- Born: Ella King Russell August 7, 1925 Philadelphia, Pennsylvania, U.S.
- Died: April 14, 2020 (aged 94) Philadelphia, Pennsylvania, U.S.
- Education: Bennington College, (BA) University of Pennsylvania
- Occupation(s): Public Information Officer, UN Editor, Chicago Tribune Executive Director, International Visitors Council of Philadelphia Activist
- Children: 4, including Ella King Torrey

= Ella King Russell Torrey =

American human rights activist (1925–2020)

Ella King Russell Torrey (August 7, 1925 – April 14, 2020) was an American public information officer for Eleanor Roosevelt, a human rights activist, and a recipient of the United Nations Human Rights Hero Award.

== Early life and education ==
Ella King Russell was born in Philadelphia, Pennsylvania to Norman F.S. and Ella D. Russell. The family lived in Edgewater Park, New Jersey. Russell attended Agnes Irwin School in Bryn Mawr, Pennsylvania. She was an aspiring dancer and auditioned for the Rockettes after graduation, but was not selected for the dance company.

Russell received a bachelor's degree in English from Bennington College in 1947. She continued her studies at the University of Pennsylvania, but moved to Paris six weeks before receiving her master's degree.

== Career ==
Russell became fashion editor for the Chicago Tribune’s Paris bureau and then editor at the Paris bureau of Egyptian newspaper Al-Misri. She returned to the United States in 1949 and began her position as information officer at the United Nations where she wrote reports on meetings of the Security Council, General Assembly, and U.N. committees. While at the United Nations, Russell served as public information officer for Eleanor Roosevelt. She managed Roosevelt's correspondence, wrote speeches, and often served as her stand-in at meetings of the United Nations Human Rights Commission. Russell continued at the United Nations after Roosevelt's departure.

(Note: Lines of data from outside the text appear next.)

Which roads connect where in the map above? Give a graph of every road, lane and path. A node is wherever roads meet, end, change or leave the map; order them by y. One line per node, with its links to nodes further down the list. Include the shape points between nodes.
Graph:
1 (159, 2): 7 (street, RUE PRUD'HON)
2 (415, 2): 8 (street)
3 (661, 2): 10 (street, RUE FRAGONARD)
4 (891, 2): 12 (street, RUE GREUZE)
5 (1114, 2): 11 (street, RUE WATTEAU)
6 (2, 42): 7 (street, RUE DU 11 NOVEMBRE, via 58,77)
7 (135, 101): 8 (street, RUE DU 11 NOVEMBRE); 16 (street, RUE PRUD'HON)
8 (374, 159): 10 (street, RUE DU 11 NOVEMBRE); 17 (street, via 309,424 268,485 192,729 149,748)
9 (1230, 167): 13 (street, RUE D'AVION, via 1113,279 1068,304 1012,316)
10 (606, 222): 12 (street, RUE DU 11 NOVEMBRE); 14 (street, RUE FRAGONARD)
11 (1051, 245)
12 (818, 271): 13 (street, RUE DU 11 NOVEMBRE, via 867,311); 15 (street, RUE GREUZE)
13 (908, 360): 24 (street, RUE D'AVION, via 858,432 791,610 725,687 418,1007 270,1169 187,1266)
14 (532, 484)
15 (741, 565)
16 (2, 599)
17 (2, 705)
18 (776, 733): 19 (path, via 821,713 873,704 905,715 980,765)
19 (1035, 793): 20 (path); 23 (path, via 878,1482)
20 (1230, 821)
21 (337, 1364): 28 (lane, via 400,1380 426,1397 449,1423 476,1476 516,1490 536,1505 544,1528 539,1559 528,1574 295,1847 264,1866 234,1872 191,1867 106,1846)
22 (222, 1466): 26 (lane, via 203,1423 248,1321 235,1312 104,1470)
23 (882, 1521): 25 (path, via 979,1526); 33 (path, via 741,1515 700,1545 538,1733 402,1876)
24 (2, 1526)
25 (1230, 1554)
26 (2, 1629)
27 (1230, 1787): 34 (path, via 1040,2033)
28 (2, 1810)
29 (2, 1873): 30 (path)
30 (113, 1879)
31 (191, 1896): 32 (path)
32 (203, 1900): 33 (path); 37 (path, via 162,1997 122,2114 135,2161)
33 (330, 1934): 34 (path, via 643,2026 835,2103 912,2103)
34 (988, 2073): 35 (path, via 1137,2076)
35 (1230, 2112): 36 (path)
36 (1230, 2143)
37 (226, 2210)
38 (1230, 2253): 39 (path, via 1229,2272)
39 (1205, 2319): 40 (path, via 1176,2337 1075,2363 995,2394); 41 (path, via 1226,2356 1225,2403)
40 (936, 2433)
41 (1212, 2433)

Russell married Carl G. Torrey in 1954. The couple lived in Cambridge, Massachusetts during Carl's time at Harvard Business School. They moved to Bethlehem, Pennsylvania where Ella became director of the local World Affairs Council. They relocated again to Evansville, Indiana when Carl accepted a job with Mead Pharmaceuticals. Carl helped to develop Enfamil baby formula during his time with Mead. The Torreys and their four children moved to the Chestnut Hill neighborhood of Philadelphia in 1970.

Torrey was executive director of the International Visitors Council of Philadelphia from 1977 to 1987. She retired at 62, but continued to volunteer locally.

She received the United Nations Human Rights Hero Award from the United States Mission to the United Nations in 2015.

== Death and legacy ==
Torrey died of complications from COVID-19 in Philadelphia on April 14, 2020, at age 94, during the COVID-19 pandemic in Philadelphia. It was later announced a memorial service would be held later at Cathedral Village, to commemorate Torrey.